Scientific Storytelling Lecture by Dr. Monique Scott Explores Perceptions of Evolution

Editor’s note: This article was initially published in The Daily Gazette, Swarthmore’s online, daily newspaper founded in Fall 1996. As of Fall 2018, the DG has merged with The Phoenix. See the about page to read more about the DG.

 

At the beginning of her lecture in Kohlberg’s Scheuer room last Wednesday afternoon, Dr. Monique Scott recalled eavesdropping on a conversation between a mother and her young son in front of a Homo erectus exhibit at the American Museum of Natural History. Gazing at the ape-like features of early man, the boy asked his mother, “Why don’t we look like that anymore?”  To which his mother replied, “Because we left Africa.”

“Pause for effect,” said Dr. Scott, after sharing her anecdote.

In her talk, titled “Scientific Storytelling: Race, Evolution and Identity in the Natural History Museum,” Dr. Scott spoke of the research she performed for her new book Evolution in the Museum: Envisioning African Origins, which dissects Kenyan, British and American perceptions of human evolution in museum exhibits. She also discussed the intellectual path she took to this area of interest. For Dr. Scott, understanding the relationship between human history exhibits and the cultural influences different visitors bring to the museum is crucial to understanding how society as a whole understands its origins.

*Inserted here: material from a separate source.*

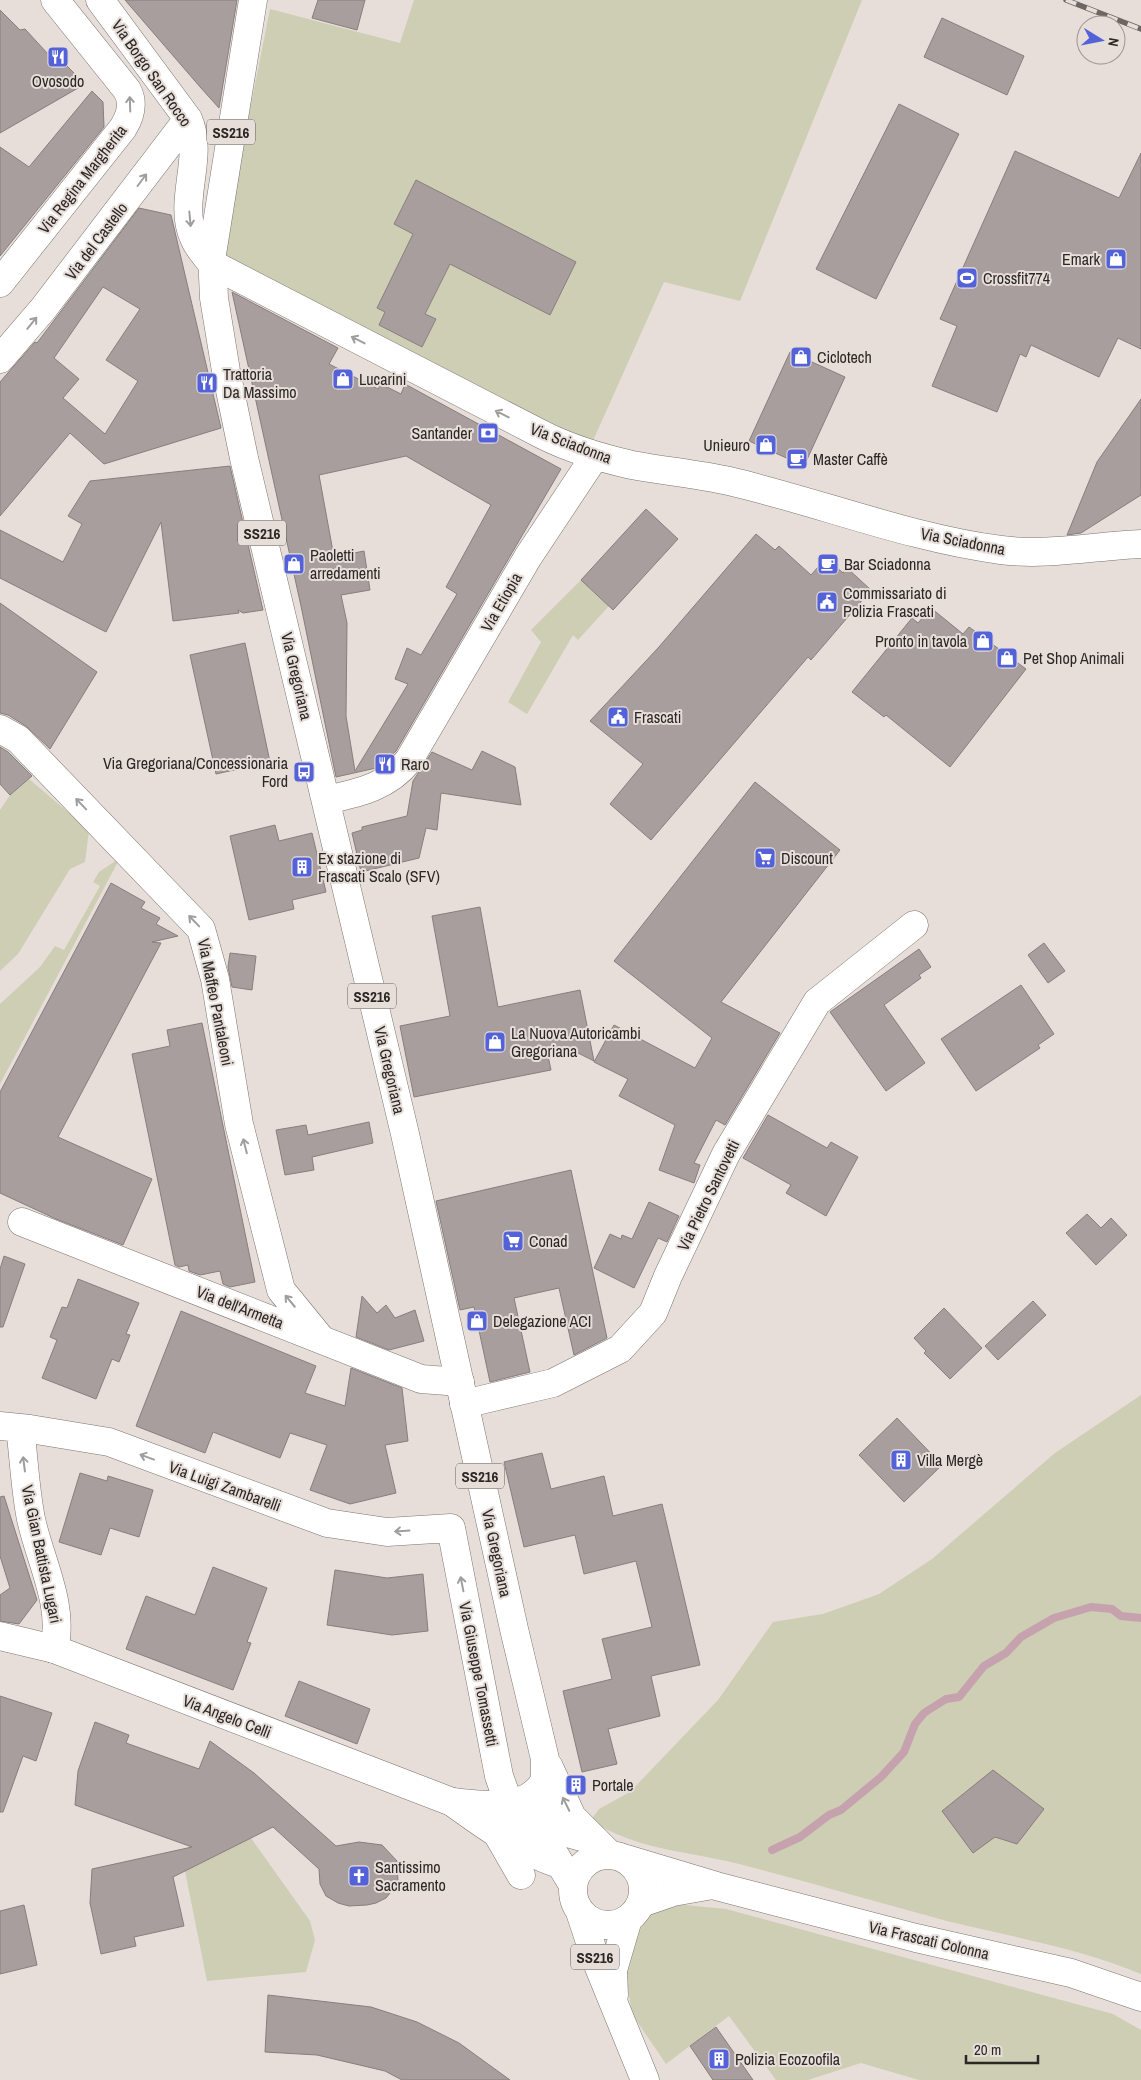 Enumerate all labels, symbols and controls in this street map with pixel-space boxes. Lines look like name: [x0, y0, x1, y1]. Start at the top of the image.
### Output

“What happens when museum visitors encounter this provocative representation of human origin in museums?” asked Dr. Scott. “What tools do they use to understand them? How do they bring these tools to the museum?” Both the history of perceptions of human origin and contemporary culture are “fundamental to how museum visitors understand human origin exhibits,” said Dr. Scott, as this “cross pollination between museums and other forms of culturation” leads visitors to construct their own narratives of human history.

In the light of colonialism and the birth of Darwinism, Western society has generally held the notion of Africa as the “cradle of humanity” and Europe as the “finishing school.” “Africa’s distinction as the cradle of humanity has come somewhat as a double-edged sword,” said Dr. Scott, as this has also led to perceptions of Africans as an inferior and bestial people which have persisted through history.

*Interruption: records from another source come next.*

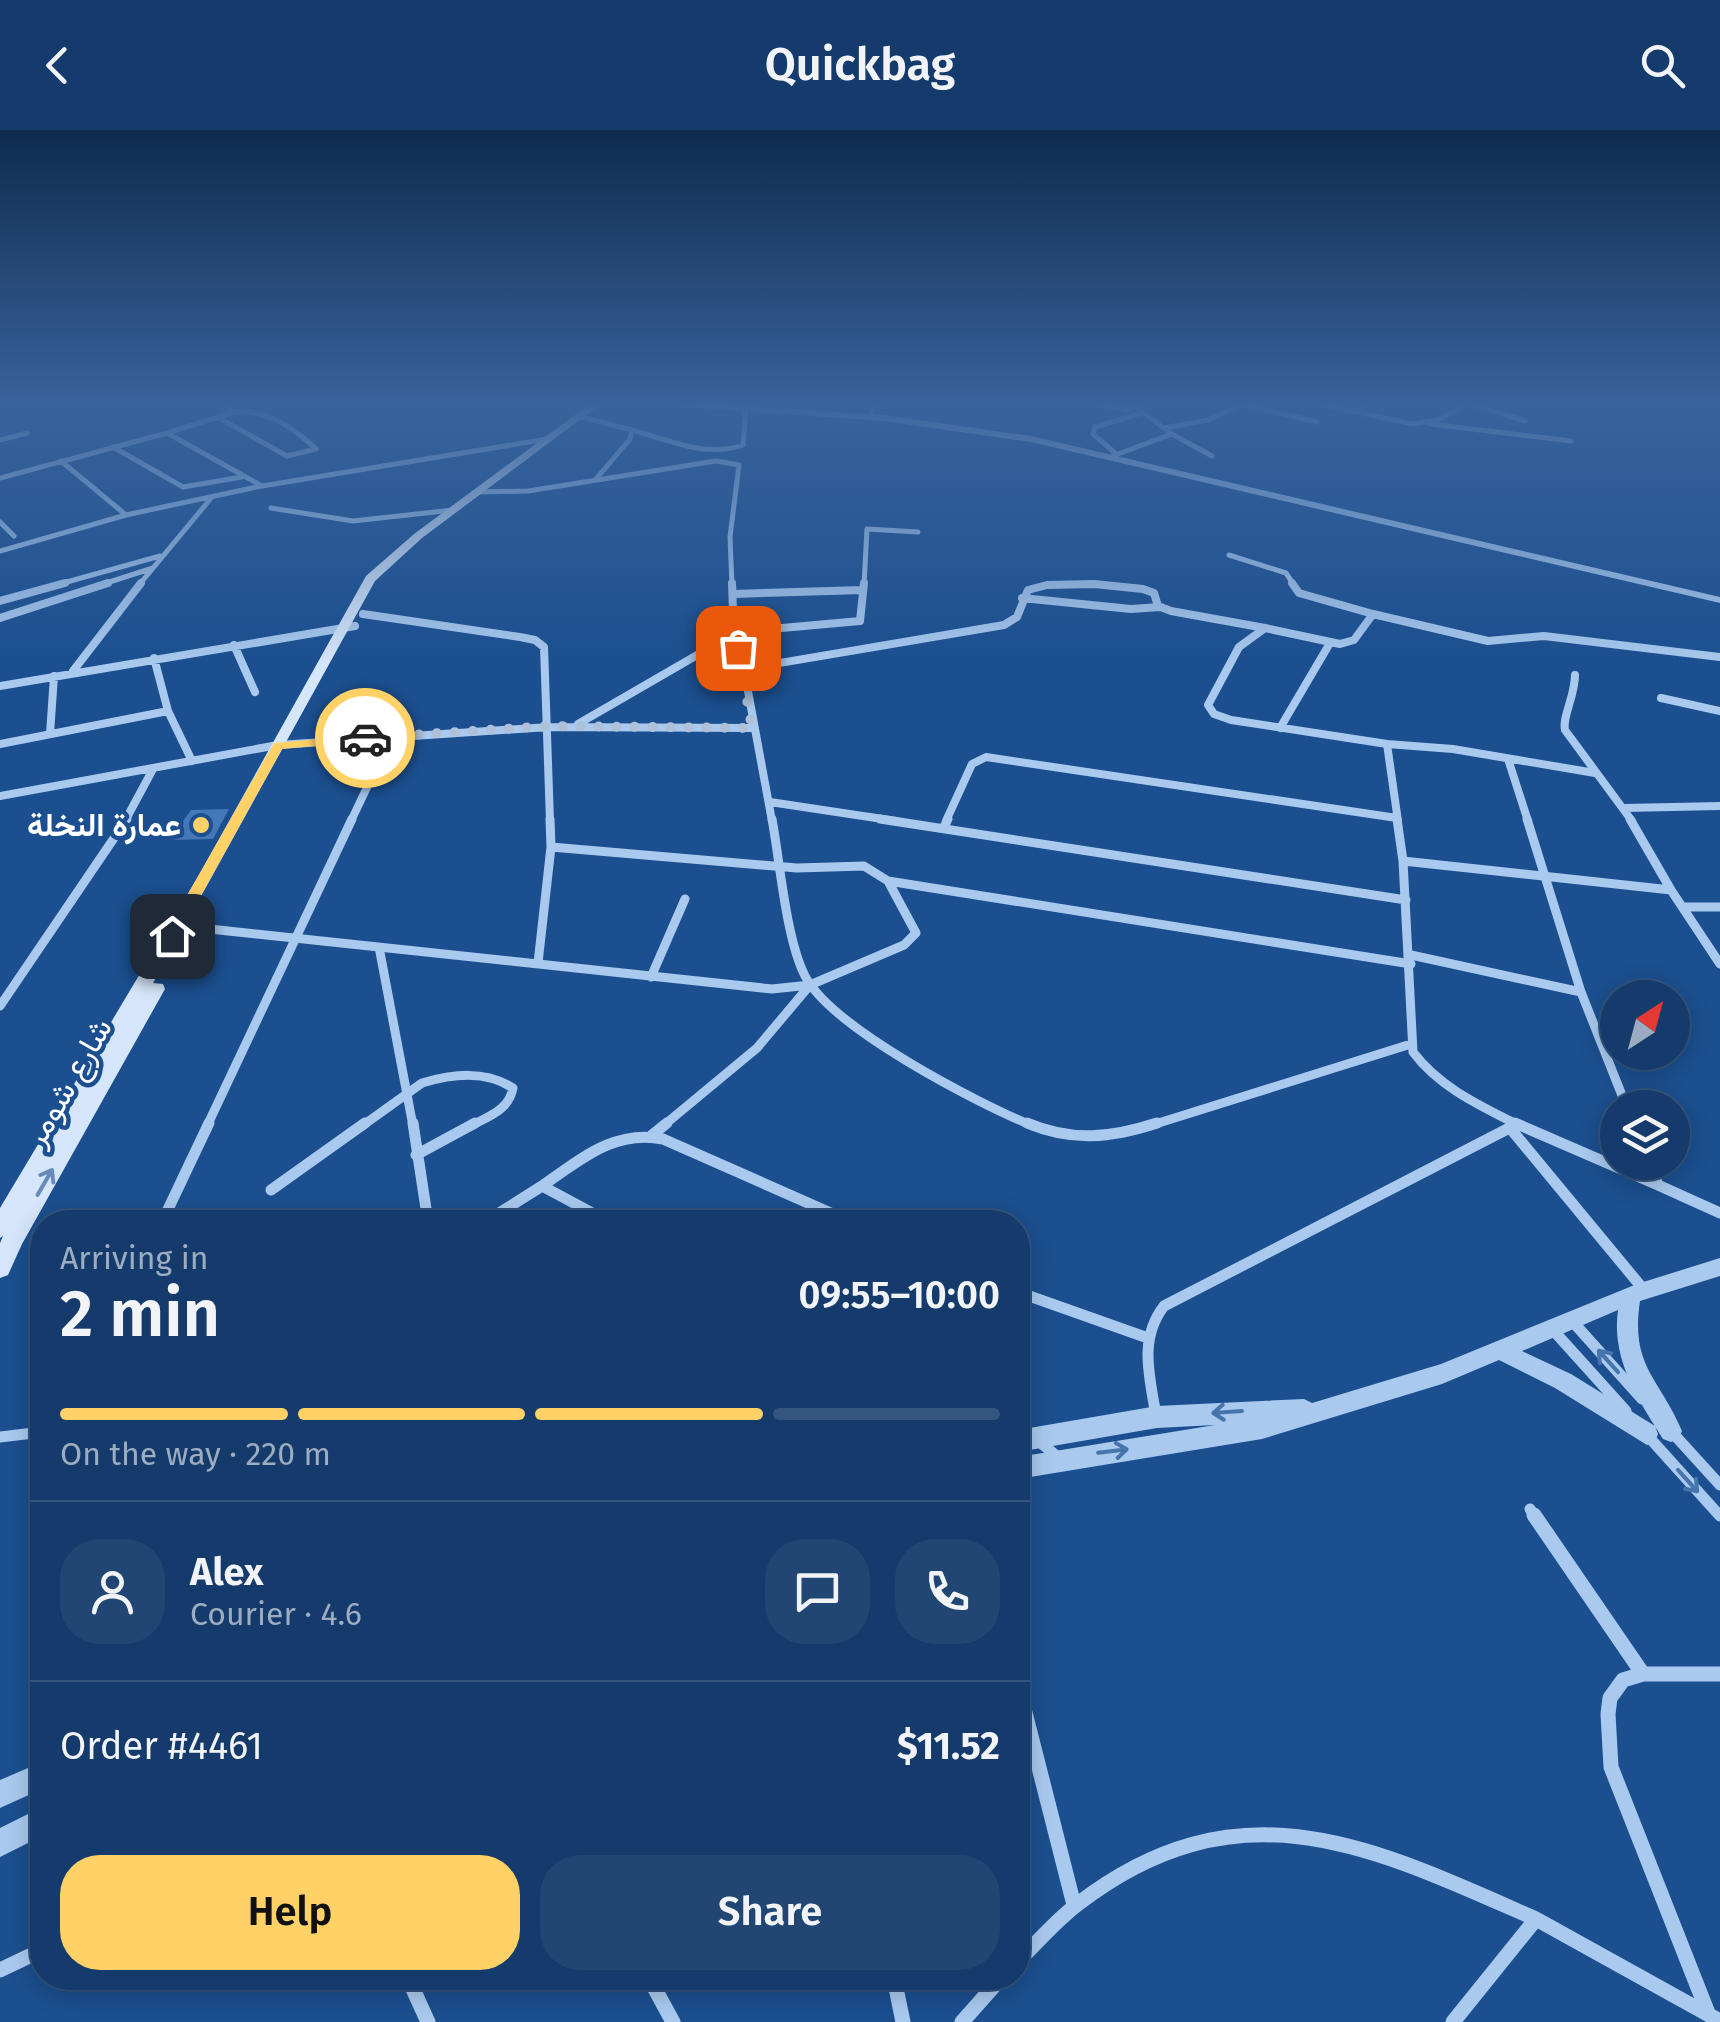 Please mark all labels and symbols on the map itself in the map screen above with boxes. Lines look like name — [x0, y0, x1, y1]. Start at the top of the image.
pin — [696, 606, 781, 691]
courier — [315, 688, 415, 788]
place label: عمارة النخلة — [27, 806, 181, 845]
marker: عمارة النخلة — [190, 814, 212, 836]
pin — [130, 894, 215, 979]
north arrow — [1600, 980, 1690, 1070]
street label: شارع شومر — [16, 1011, 122, 1155]
one-way arrow — [35, 1168, 55, 1197]
one-way arrow — [1597, 1349, 1620, 1374]
one-way arrow — [1211, 1402, 1244, 1421]
one-way arrow — [1097, 1441, 1129, 1459]
one-way arrow — [1676, 1468, 1699, 1493]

Through the nineteenth century, artists created “fantastic images of ancestral Africa,” in which they tended to distort images of “ape-men” and Africans to resemble one another. These artistic portrayals of Africans as “evolutionary spectacles” eventually crept into museums, as museums became more fundamental to informing patrons about human history at the turn of the twentieth century.

On the whole, these “Victorian notions of human origins” perpetuate the notion of a linear trajectory of human evolution, as does the iconic “ladder of progress” image, which shows a monkey in line behind a series of hominids, and eventually a human. According to Dr. Scott, this image “vastly distorts the complexity of human evolutionary arguments and evolutionary relationships and exists often at variance with current evolutionary scholarship.” Even though evolutionary history is much more than this iconic linear progression, museums and popular culture alike “consolidate the [evolutionary] narrative to the beginning and the end.”

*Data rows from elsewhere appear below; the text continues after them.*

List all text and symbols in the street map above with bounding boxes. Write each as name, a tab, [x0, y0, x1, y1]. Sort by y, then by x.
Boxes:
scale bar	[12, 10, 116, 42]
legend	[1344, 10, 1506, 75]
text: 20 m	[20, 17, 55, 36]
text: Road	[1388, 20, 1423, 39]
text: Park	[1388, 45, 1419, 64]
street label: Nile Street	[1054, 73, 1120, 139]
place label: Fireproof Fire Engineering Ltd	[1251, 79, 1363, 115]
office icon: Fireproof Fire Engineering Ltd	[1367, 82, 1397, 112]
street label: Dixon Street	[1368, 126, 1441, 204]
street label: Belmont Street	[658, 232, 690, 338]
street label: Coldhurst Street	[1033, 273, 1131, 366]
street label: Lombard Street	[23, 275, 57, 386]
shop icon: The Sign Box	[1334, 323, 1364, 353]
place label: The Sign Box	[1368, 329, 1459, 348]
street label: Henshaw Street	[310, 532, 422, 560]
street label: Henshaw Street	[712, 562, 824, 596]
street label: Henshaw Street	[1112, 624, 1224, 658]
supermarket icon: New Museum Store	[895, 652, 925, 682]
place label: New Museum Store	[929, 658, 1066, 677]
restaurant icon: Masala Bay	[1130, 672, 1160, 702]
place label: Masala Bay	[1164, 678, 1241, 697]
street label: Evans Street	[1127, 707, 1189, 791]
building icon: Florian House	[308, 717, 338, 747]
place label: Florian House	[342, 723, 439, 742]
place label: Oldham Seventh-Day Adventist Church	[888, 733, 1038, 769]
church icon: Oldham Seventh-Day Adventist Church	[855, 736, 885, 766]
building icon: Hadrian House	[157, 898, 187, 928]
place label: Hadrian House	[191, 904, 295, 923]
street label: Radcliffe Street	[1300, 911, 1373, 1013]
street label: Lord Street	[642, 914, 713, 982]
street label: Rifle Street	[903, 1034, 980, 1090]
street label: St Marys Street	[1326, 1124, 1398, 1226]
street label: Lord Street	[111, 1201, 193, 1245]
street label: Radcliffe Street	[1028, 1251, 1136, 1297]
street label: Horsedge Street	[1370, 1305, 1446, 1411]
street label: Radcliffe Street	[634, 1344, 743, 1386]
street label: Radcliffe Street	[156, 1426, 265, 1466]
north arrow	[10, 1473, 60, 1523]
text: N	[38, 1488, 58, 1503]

“To some modern museum visitors, linear […] timelines can remain satisfying due to their simplicity and homocentrism,” said Dr. Scott, suggesting that they “serve primarily to comfort visitors in their own identity.”

“Images of Africans as bestial or inferior are not resigned to history,” she went on to say. “The stigmatization of African peoples as bestial and apelike has left pervasive political and psychological residues throughout much of the world, including Africa itself.” Dr. Scott cited vernacular slurs, both subtle and blatant, that are often used to refer to Africans and African-American lifestyle, such as “porch monkey” and “jungle monkeys” – all of which derive from the perception of African peoples as bestial and ape-like. Even Obama has not escaped this insinuation, as evident in Dr. Scott’s Google search of “Obama” and “primate,” which resulted in countless pictures of apes with Obama’s face Photo-shopped onto them.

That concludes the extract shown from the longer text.